OSR challenges in a changing climate

At a technical webinar held by LS Plant Breeding Ltd (LSPB) at the end of December, managing director Chris Guest discussed the challenges for OSR in the UK in a changing climate.

osr on arable farming article on farm machinery website

Looking at OSR over the past 30 years, Mr Guest explained that you can see the evolution of the crop, in particular the struggles and decline of the crop area over more recent times – but he pointed out that the genetic gain or yield improvement is still clearly there in the trend line.

 “We saw the first introduction of the F1 hybrid varieties towards the end of the 1990s, which had an impact. This was followed by a market area increase from the year 2000 up until the peak in 2012 of just under 750,000ha. Obviously, with the challenges of the neonicotinoid ban in 2014/15, we’ve seen a sharp decline, particularly in certain years, in the crop acreage.

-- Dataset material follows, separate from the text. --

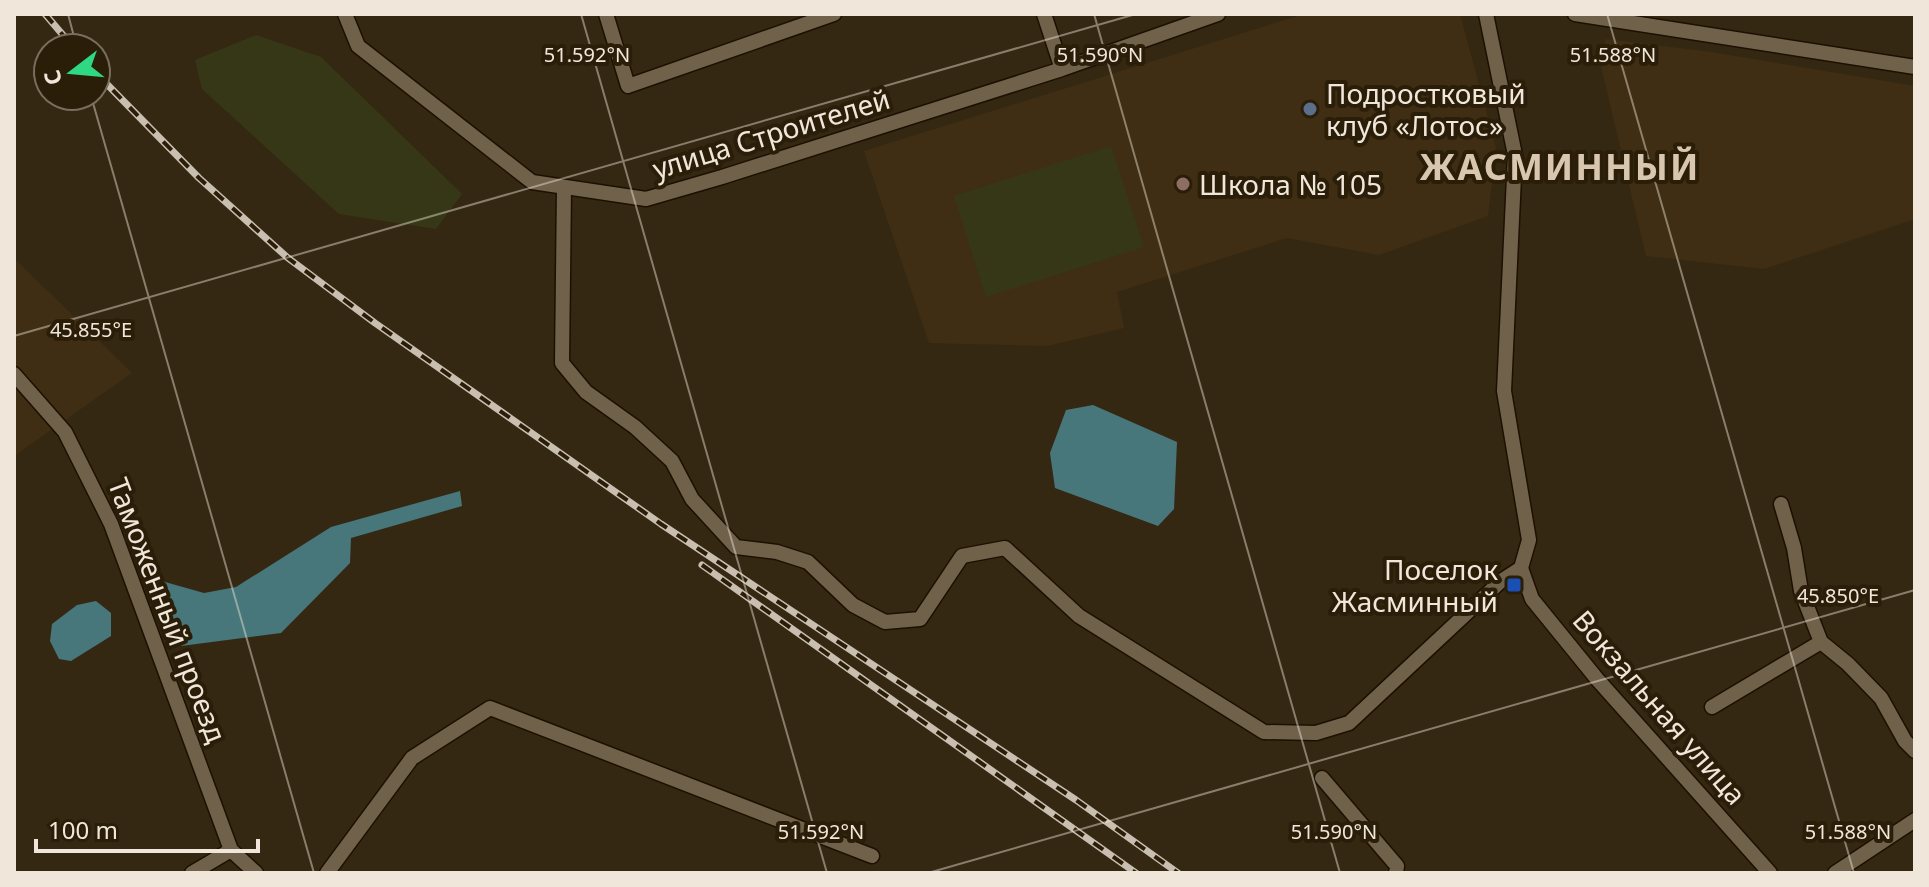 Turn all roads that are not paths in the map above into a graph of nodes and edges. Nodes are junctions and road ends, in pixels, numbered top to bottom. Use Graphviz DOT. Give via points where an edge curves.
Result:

“We are in a position where the UK has become a net importer of OSR, rather than a net exporter, which comes with domestic food security concerns,” Mr Guest said.

He went on to explain that there are difficulties in transferring the genetic yield potential from official trials onto a farm scale level, and while genetic gain is around 2% year-on-year, some environmental conditions, including climate change, as well as pest pressure and challenges with access to plant protection products, are mitigating this genetic gain.

He pointed out that we therefore need to think about looking at new crop management strategies. LSPB has been looking at later sowing as an option – questioning whether early sowing is a reason for limited yields.

“With a current on-farm average sowing date of early August, with some drilling even being undertaken in July, compared to an official trial average drill of 25th August – is this playing its part in the disparity that we’re seeing?” asked Mr Guest.

He pointed out that the launch of the new verticillium rating on the AHDB RL 2024/25 is a really important element for growers when comparing varieties.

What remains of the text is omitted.